St. Marks Place, 1968. Image by George Cohen via EV Grieve

While some merchants despised the hippies, many others welcomed the influx of affluent youngsters. On St. Mark’s Place, merchants even sought to create a “night mall” by closing the street to traffic from 7:00 pm to midnight. One reporter described the scene as follows: “Raindrops and flowers gently pelted a thousand people who jammed the pavement, stoops and fire escapes of St. Mark’s Place last night for a psychedelic dance party.” But as the article further observed, “below the flow of balloons, daisies, lights and music came grumbles.” Many older Ukrainian, Italian, and Jewish residents felt that local merchants were handing over their neighborhood to the new arrivals, and even some longstanding business owners were upset. Jerry Polk, the manager of the St. Mark’s Baths, complained that he was simply “too old for this stuff.”

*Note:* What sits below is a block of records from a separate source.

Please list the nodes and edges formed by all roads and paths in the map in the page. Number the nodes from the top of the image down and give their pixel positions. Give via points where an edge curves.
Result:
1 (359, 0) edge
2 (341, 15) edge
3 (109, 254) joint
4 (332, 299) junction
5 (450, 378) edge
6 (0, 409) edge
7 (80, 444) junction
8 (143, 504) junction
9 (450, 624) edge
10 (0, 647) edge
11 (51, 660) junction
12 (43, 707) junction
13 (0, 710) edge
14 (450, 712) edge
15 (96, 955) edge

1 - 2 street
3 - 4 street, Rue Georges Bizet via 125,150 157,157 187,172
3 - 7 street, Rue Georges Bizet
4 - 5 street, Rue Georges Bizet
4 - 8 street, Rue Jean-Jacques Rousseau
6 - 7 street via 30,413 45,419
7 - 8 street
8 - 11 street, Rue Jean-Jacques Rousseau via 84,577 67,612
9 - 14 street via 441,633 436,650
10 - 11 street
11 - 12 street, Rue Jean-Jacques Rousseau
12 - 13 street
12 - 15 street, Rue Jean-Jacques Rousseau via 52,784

If many residents and even some business owners were upset about the influx, it was not without reason. While the Summer of Love certainly brought increased business to the Lower East Side, it also resulted in soaring rents and a strategic rebranding of some parts of the neighborhood. In Selling the Lower East Side, housing historian Christopher Mele observes that from May to June 1967, an estimated 2000 hippies moved into old tenements adjacent to Tompkins Square Park. At the same time, rental prices soared throughout the neighborhood as demand for housing increased and leases were turned over more quickly. In the summer of 1967, properties as far east as Avenues C and D were impacted by the hippies’ mass arrival and accompanying demand for housing.

In the end, most of the money invested in the Lower East Side during the Summer of Love vanished as soon as the hippies started to retreat, but there was one permanent change. Following the summer of 1967, the western most blocks of the Lower East Side between Houston and 14th Street would be referred to as the “East Village” rather than Lower East Side. According to Mele, at the time, “Landlords, developers and real estate firms sought to channel the growing popularity of the East Village as a means of attracting a broader and more equivocal category of upscale middle-class residents.”

The end of the Summer of Love and pilgrimage Upstate and beyond

Unlike San Francisco, where the Summer of Love vibe appeared to linger for years, in New York, the Summer of Love really was just a summer. Following months of clashes and verbal conflicts with local residents, police, and politicians, in October 1967, tragedy struck when a hippie couple was found murdered in a basement boiler room of a tenement building at 169 Avenue B. One victim, Linda Fitzpatrick, was the 18-year-old daughter of an affluent Connecticut couple. Groovy, a well-known local drug dealer who had a reputation for giving his LSD away for free, was also found dead at the scene. The highly publicized murder not only resulted in a massive moral panic amongst suburban parents who were soon contacting the NYPD to track down their missing children but also symbolically marked the end of New York’s Summer of Love.

While some hippies stayed, traded their Jesus sandals for sturdier footwear, and helped turn the East Village into North America’s punk rock capital, others headed west to the more peaceful Haight-Ashbury neighborhood of San Francisco or “back to the land” in upstate New York, Vermont, or Massachusetts. Whether one stayed and fled to the countryside, however, cheap real estate was certainly on the hippie generation’s side.

Those who stayed in New York watched real estate values plummet over the next two decades, especially in the East Village and Lower East Side, which enabled many former hippies to buy properties at rock-bottom prices. For those who headed to greener pastures, there were also deals to be found. Activist Senator Bernie Sanders still boasts about purchasing over 80 acres of land in Vermont for a mere $2500 in the mid-1960s, and he wasn’t alone. Even as the hippies were seeking peace and love, they were making smart real estate deals, which would ultimately transform both urban neighborhoods and rural destinations across the United States.